=== Given records ===

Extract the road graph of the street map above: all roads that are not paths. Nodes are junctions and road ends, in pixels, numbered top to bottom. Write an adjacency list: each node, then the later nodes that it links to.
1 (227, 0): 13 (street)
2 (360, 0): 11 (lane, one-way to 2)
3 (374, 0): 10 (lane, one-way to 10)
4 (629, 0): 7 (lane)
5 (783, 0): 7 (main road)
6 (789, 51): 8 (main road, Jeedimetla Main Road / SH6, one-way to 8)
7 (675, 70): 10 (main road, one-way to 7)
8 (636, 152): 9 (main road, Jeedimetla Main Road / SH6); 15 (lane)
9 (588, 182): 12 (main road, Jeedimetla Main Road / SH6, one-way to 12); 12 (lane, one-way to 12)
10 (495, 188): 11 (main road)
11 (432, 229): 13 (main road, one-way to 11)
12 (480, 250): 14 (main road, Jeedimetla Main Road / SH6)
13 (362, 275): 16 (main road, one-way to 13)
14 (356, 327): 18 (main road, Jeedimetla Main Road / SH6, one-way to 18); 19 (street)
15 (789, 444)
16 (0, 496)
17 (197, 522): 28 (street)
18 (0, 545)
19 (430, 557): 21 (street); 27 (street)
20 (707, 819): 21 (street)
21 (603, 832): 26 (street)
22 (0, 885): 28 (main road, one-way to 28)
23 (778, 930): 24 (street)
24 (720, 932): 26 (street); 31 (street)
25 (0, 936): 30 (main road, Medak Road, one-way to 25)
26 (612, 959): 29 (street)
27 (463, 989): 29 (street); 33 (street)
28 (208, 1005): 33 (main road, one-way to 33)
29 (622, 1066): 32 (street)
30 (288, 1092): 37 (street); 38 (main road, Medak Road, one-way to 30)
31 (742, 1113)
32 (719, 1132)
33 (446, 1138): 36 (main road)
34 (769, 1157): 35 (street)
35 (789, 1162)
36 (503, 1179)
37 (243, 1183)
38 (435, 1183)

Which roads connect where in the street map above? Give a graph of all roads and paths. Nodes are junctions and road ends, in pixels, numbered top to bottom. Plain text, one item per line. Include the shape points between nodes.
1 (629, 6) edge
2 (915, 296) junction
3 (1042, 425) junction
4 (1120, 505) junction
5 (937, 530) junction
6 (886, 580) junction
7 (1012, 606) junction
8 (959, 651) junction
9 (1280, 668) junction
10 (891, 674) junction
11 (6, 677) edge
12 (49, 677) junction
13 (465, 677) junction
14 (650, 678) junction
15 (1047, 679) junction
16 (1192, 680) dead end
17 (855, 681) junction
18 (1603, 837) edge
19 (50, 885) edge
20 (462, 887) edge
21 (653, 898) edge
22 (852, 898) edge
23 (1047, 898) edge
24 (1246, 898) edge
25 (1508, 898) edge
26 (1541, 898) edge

===

What to do: Transcribe the records above with every character unchanged.

Solution for this task:
Extract the road graph of the street map above: all roads that are not paths. Nodes are junctions and road ends, in pixels, numbered top to bottom. Write an adjacency list: each node, then the later nodes that it links to.
1 (227, 0): 13 (street)
2 (360, 0): 11 (lane, one-way to 2)
3 (374, 0): 10 (lane, one-way to 10)
4 (629, 0): 7 (lane)
5 (783, 0): 7 (main road)
6 (789, 51): 8 (main road, Jeedimetla Main Road / SH6, one-way to 8)
7 (675, 70): 10 (main road, one-way to 7)
8 (636, 152): 9 (main road, Jeedimetla Main Road / SH6); 15 (lane)
9 (588, 182): 12 (main road, Jeedimetla Main Road / SH6, one-way to 12); 12 (lane, one-way to 12)
10 (495, 188): 11 (main road)
11 (432, 229): 13 (main road, one-way to 11)
12 (480, 250): 14 (main road, Jeedimetla Main Road / SH6)
13 (362, 275): 16 (main road, one-way to 13)
14 (356, 327): 18 (main road, Jeedimetla Main Road / SH6, one-way to 18); 19 (street)
15 (789, 444)
16 (0, 496)
17 (197, 522): 28 (street)
18 (0, 545)
19 (430, 557): 21 (street); 27 (street)
20 (707, 819): 21 (street)
21 (603, 832): 26 (street)
22 (0, 885): 28 (main road, one-way to 28)
23 (778, 930): 24 (street)
24 (720, 932): 26 (street); 31 (street)
25 (0, 936): 30 (main road, Medak Road, one-way to 25)
26 (612, 959): 29 (street)
27 (463, 989): 29 (street); 33 (street)
28 (208, 1005): 33 (main road, one-way to 33)
29 (622, 1066): 32 (street)
30 (288, 1092): 37 (street); 38 (main road, Medak Road, one-way to 30)
31 (742, 1113)
32 (719, 1132)
33 (446, 1138): 36 (main road)
34 (769, 1157): 35 (street)
35 (789, 1162)
36 (503, 1179)
37 (243, 1183)
38 (435, 1183)

Which roads connect where in the street map above? Give a graph of all roads and paths. Nodes are junctions and road ends, in pixels, numbered top to bottom. Plain text, one item per line. Include the shape points between nodes.
1 (629, 6) edge
2 (915, 296) junction
3 (1042, 425) junction
4 (1120, 505) junction
5 (937, 530) junction
6 (886, 580) junction
7 (1012, 606) junction
8 (959, 651) junction
9 (1280, 668) junction
10 (891, 674) junction
11 (6, 677) edge
12 (49, 677) junction
13 (465, 677) junction
14 (650, 678) junction
15 (1047, 679) junction
16 (1192, 680) dead end
17 (855, 681) junction
18 (1603, 837) edge
19 (50, 885) edge
20 (462, 887) edge
21 (653, 898) edge
22 (852, 898) edge
23 (1047, 898) edge
24 (1246, 898) edge
25 (1508, 898) edge
26 (1541, 898) edge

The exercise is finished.